CFD simulation of turbulent convective heat transfer in rectangular mini-channels for rocket cooling applications

Abstract

Heat transfer is one of the most critical aspects of the rocket propulsion design process. According to released heat, thermal loads are extremely large, and thermal insulation is frequently necessary in the motor combustion chambers and nozzles. In high temperature conditions, large thermal dilatations are present, and also the motor’s parts mechanical characteristics decreases. These occurrences are very important in the motor design process, and they are directly dependent from them temperature field. This is the reason why precise heat transfer calculation is necessary. Non-eroding metallic throat inserts made with pure tungsten, tungsten-rhenium alloys, and tungsten-rhenium alloys doped with hafnium carbide are now common. Combustion gas temperatures can rise up to 3,000 Celsius. Very high heat transfer rates from hot gases to the chamber wall must be designed for. Important research areas related to heat transfer of rocket nozzle include the internal and external heat transfer coefficient predictions, metal temperature distribution, wall cooling methods, and ceramic coatings among others. Life extension of the nozzle, which consists of an expensive super alloy, is very effective for reduction of the running costs of a power generation plant.
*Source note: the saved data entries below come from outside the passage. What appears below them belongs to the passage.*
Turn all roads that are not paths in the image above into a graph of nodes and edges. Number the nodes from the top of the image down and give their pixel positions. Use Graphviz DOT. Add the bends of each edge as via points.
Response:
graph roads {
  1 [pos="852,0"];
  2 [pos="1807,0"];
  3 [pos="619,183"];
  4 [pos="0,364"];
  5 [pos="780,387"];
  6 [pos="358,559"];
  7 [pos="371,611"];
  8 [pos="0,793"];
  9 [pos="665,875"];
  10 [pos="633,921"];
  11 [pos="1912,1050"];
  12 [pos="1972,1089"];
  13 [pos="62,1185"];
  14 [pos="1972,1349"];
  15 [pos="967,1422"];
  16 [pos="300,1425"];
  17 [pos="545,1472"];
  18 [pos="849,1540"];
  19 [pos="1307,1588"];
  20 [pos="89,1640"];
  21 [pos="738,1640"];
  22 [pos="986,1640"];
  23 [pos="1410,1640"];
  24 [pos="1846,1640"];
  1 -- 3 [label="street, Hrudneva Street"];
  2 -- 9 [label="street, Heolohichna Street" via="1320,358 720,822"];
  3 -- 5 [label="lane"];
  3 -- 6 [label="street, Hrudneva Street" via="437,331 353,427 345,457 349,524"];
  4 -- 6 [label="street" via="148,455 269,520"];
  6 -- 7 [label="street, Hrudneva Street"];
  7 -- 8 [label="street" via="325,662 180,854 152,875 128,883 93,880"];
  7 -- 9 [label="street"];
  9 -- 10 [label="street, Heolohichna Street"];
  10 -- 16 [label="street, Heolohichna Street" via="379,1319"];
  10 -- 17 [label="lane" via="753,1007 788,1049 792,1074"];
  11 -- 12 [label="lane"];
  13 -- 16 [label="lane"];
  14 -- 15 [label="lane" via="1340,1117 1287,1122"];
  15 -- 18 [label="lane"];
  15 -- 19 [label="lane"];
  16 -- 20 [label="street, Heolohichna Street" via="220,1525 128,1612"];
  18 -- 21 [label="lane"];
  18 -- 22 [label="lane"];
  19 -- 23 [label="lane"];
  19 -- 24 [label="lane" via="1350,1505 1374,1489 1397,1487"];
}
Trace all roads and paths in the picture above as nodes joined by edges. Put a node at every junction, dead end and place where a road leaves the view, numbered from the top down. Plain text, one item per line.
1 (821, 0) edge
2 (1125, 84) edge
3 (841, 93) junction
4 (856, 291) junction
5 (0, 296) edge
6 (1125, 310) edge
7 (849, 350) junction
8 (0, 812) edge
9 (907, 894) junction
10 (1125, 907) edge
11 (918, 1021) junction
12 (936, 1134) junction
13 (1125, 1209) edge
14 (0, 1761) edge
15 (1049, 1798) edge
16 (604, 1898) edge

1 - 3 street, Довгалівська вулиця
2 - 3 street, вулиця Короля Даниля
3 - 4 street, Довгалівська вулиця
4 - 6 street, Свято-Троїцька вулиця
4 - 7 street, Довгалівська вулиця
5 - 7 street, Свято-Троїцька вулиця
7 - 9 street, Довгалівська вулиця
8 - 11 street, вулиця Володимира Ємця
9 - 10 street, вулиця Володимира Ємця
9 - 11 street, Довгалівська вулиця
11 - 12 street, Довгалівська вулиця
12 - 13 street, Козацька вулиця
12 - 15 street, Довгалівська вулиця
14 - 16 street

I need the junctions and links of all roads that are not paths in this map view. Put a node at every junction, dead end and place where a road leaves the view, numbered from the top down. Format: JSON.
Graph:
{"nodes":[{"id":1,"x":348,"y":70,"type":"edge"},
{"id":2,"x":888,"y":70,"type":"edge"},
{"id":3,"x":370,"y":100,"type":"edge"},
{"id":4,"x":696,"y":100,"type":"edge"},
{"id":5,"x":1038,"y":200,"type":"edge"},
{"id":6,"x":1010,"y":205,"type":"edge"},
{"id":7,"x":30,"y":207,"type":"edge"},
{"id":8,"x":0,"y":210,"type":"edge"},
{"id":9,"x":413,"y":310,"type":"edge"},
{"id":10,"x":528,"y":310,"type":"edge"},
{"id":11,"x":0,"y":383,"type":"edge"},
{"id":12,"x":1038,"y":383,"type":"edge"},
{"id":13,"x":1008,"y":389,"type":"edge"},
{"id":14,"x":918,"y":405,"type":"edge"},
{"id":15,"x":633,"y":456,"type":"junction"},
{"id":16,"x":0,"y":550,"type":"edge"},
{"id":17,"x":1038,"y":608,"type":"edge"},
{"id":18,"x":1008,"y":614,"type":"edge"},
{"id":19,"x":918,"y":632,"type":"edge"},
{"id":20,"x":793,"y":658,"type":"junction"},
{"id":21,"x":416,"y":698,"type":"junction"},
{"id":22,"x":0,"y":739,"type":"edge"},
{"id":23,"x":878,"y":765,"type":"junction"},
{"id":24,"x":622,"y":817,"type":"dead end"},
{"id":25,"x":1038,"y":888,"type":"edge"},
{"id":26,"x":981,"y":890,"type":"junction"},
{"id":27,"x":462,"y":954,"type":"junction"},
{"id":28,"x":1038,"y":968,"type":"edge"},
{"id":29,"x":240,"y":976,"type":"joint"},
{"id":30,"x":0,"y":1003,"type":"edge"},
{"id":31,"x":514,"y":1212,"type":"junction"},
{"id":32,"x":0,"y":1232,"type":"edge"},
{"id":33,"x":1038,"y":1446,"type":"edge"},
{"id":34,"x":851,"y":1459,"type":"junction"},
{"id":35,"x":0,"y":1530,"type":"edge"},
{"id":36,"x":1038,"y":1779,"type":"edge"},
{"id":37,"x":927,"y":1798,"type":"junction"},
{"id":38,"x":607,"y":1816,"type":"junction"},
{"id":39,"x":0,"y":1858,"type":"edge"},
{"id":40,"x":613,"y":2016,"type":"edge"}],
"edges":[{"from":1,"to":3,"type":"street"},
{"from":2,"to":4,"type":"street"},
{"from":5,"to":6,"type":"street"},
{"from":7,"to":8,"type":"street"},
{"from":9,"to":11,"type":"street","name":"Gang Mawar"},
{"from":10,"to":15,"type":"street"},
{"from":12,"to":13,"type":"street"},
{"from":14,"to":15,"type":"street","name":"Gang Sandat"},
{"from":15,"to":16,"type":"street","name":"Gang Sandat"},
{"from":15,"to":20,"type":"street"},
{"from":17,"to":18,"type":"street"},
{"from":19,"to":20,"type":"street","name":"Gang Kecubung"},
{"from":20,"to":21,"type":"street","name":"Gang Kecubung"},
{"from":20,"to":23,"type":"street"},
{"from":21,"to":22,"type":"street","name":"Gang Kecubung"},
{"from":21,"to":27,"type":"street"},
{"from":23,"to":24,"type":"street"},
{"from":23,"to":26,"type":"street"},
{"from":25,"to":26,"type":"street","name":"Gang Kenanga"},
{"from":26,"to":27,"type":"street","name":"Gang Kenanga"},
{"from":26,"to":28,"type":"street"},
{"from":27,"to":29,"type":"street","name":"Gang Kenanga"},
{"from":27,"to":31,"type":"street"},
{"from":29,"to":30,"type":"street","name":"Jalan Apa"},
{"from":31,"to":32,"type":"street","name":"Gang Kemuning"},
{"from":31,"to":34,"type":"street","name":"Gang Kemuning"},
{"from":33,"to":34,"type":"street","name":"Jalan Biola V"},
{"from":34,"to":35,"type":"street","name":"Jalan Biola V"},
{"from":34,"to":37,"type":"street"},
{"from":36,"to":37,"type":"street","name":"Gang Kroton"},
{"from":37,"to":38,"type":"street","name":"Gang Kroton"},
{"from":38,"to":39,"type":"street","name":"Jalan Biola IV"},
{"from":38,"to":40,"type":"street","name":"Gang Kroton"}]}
Accordingly, it is very important for the life assessment of the nozzle to predict the operating conditions and to establish a basis for the criteria of repair. In order to assess the life of the nozzle accurately, it is necessary to estimate its temperature distribution by prediction of the thermal environment. A cooling system is essential therefore in order to maintain engine integrity. To elucidate aspect ratio effects in rocket channel cooling, we present ANSYS FLUENT CFD single-phase, two-dimensional turbulent forced convection simulations. We have used the data provided by Forrest of MIT. Extensive visuals of temperature, pressure and velocity contours are given. Mesh independence is included. Interesting thermal fluid dynamics characteristics are elucidated.